Ein seltsamer Bettler [Firnheim]

  • Die Sonne schien hell am Tag, warm und angenehm versprach der Sommer zu sein. Ausnahmsweise schien die Feldarbeit heute nicht so schwermütig wie sie es sonst in dunklen Zeiten sein könnte. Nur der seltsame Bettler, der den Weg entlang ging, gestützt von einem halb morschen Ast und gehüllt in dreckige Lumpen, die zwischen dreckigem Grau und Braun auch die ein oder andere Stelle aufwiesen die leicht gelblich verfärbt war. Wenn man überhaupt noch von Kleidung sprechen konnte, denn so zerlöchert und zerschlissen wie diese Fetzen Stoffes die dieser seltsame Bettler trug, waren, ist es nicht mehr fern bis er wohl nackt umher springen würde. Ein Bein immer wieder nachziehend sah er sich um. Verkrustete Wunden am Kopf, dreckige schwielige Hände mit teilweise gesplitterten Fingernägeln und wirrem fettigem Haar machten ihn nicht gerade ansehnlich. Er mochte noch als warnendes Beispiel dienen, um Kindern zu zeigen was passieren würde, wenn man nicht hart arbeitet. Keiner sah was er wirklich war. Keiner erkannte was er in sich trug.
    Wie so oft blieb er stehen und sah die armen Menschen ihr Tagewerk verrichten. Wie so oft wollte er sie warnen. Bisher hörten ihm nur wenige zu. Ein gütiger Herr, ein gnädiger Henker und drei strenge dunkle Wesen waren die wenigen die ihm Beachtung und Leben schenkten. Doch es war seine Pflicht, es war seine Aufgabe und er durfte nicht versagen, niemanden im Stich lassen und hoffe das sie verstehen würden.

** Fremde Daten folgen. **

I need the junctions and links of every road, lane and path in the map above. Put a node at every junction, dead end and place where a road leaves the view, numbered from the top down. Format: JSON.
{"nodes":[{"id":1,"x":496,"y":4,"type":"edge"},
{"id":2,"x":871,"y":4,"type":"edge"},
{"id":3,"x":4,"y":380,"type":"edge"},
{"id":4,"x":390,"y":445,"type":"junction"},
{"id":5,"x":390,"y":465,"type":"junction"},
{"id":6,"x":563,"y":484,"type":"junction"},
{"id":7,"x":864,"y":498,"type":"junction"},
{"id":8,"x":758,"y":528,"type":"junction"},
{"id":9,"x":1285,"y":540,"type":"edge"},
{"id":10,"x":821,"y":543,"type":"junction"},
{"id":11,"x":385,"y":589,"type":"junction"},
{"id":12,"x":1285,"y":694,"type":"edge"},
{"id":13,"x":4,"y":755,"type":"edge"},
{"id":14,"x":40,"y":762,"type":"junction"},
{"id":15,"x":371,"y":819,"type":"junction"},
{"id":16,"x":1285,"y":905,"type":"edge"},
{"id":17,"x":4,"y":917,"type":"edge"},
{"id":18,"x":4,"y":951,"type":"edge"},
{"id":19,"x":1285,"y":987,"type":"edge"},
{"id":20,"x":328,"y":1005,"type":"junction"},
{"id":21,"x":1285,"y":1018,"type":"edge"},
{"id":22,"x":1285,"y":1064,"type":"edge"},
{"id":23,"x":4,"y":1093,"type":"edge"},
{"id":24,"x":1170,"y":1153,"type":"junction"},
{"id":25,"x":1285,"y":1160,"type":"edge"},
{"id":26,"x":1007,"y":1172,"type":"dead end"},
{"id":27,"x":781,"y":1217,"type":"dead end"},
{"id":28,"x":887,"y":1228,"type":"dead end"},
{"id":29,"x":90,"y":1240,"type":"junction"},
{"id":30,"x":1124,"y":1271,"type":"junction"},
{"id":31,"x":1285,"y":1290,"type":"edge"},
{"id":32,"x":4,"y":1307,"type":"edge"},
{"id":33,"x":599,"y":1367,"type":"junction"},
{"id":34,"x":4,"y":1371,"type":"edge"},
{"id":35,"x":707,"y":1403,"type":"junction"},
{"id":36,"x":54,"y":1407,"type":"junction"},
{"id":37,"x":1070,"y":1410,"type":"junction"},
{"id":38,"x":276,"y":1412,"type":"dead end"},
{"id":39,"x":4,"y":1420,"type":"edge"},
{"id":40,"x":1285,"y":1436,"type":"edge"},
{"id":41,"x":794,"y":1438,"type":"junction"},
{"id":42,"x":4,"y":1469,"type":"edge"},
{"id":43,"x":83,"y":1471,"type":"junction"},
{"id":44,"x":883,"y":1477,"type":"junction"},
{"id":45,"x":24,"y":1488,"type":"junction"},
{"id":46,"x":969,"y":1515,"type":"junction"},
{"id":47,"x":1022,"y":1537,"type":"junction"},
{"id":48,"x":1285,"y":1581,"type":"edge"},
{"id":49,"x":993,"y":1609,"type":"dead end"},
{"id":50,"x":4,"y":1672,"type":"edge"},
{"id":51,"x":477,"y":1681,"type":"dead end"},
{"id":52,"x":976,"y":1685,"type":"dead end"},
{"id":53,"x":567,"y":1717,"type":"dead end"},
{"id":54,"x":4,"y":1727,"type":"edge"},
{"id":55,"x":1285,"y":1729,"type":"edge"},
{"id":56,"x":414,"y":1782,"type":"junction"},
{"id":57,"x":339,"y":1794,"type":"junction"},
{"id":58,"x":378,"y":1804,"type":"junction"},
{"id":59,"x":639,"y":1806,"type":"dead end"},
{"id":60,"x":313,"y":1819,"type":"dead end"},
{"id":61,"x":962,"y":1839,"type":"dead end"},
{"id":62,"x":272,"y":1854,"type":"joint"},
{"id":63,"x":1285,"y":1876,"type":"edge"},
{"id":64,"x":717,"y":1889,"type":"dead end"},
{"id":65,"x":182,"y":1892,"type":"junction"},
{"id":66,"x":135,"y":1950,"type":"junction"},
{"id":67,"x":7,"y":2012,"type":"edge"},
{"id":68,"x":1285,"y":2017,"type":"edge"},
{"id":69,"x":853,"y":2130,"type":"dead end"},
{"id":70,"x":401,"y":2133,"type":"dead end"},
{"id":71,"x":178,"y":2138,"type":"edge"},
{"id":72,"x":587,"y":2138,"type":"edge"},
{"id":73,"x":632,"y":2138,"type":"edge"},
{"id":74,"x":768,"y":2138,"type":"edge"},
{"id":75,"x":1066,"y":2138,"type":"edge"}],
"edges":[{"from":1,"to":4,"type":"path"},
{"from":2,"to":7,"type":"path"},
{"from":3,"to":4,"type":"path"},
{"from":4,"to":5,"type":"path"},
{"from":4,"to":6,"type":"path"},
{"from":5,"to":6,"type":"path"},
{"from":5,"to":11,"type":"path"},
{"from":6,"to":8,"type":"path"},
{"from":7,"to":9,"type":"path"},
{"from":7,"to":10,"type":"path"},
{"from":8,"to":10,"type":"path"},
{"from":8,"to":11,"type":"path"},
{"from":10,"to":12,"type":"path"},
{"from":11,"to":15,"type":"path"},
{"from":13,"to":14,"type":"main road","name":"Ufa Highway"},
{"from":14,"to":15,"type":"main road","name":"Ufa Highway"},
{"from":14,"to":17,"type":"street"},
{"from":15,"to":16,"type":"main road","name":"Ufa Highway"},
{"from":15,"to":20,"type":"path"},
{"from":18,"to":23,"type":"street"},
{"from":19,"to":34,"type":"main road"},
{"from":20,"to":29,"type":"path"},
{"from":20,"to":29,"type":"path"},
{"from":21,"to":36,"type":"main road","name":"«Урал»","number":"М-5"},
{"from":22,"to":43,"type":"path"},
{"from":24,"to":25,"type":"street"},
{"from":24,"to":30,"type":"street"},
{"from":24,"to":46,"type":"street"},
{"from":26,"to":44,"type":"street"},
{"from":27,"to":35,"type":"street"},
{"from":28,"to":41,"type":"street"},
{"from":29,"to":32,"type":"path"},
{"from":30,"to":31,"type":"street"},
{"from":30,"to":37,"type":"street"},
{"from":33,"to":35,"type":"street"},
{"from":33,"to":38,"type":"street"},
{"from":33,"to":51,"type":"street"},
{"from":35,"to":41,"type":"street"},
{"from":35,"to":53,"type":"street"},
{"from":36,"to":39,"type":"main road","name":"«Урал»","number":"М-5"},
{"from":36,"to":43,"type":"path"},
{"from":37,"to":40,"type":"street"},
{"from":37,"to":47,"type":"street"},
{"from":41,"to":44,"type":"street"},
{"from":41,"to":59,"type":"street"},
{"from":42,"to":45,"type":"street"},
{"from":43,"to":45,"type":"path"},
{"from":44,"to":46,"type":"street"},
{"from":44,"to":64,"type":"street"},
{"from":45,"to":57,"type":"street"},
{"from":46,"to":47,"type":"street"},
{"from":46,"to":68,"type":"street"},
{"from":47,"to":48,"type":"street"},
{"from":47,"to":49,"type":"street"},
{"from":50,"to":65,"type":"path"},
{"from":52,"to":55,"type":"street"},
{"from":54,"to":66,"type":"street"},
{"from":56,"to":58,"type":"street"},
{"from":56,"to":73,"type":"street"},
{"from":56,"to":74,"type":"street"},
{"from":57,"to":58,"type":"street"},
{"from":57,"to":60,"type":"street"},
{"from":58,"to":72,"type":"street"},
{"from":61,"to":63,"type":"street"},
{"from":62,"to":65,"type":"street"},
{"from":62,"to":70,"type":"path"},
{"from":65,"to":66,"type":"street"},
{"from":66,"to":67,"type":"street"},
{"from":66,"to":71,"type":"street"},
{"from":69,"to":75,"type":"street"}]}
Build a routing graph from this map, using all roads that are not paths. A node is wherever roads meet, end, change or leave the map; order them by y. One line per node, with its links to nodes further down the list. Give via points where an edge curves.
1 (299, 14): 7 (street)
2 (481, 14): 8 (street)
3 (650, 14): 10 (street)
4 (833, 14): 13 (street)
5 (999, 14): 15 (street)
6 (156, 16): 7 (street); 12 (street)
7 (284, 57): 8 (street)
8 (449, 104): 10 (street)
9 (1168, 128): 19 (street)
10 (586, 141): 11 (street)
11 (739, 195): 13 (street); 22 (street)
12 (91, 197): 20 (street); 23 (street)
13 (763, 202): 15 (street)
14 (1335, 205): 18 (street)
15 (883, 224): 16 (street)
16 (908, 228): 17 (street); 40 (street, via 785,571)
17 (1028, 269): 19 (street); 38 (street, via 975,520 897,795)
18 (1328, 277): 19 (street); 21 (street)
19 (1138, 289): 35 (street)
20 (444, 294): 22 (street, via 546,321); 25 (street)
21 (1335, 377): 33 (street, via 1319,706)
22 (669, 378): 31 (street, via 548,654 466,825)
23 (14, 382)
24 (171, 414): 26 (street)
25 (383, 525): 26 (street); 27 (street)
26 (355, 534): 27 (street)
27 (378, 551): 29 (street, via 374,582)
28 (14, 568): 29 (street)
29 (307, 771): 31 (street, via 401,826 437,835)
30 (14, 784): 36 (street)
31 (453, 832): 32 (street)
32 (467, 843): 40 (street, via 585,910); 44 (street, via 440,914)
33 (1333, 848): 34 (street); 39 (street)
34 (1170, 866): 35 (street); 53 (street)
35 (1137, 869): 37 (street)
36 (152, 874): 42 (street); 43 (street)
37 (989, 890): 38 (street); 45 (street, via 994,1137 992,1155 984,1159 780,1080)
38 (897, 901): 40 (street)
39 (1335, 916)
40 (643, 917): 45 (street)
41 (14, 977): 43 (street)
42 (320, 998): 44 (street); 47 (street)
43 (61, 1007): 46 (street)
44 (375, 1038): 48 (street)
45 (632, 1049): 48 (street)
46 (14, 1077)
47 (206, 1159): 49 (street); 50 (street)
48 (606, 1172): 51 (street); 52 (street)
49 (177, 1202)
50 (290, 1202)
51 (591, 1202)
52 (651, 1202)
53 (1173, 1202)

    "Die Zeit naht dem Ende entgegen" krächzte er mit heiserer Stimme "rettet euch und eure Liebsten! Sie hat es gesehen und die Warnung überbracht, im Osten und Westen! Ich will euch warnen! Gebt acht auf die Wahrheit! Erkennt ihr sie noch wenn ihr sie seht? Erkennt ihr sie noch wenn ihr sie hört? Erkennt ihr sie? Wahr wird eine Lüge wenn es keinen mehr gibt der die Wahrheit kennt, doch die Welt erinnert sich immer! Aus dem Feuer geboren, aus den Winden gezeugt, aus dem Wasser entsprungen und aus der Erde erwachsen. Zusammen gemengt und doch wird etwas vergessen! Was fehlt liegt im dunkeln, was fehlt ist schwarz. Was genommen wurde war golden, was verkauft wurde war silbern, was genutzt wurde war eisern. Findet die Wahrheit bevor es zu spät ist!" rief er klar vernehmlich. Er wirkte wie ein Schandfleck mitten in der Welt dort zwischen den saftigen Feldern und dem hellen Licht. Dreckig und heruntergekommen sah er aus.
    Dann ging er weiter, und lies den Ast zurück. Den würde er nicht mehr brauchen.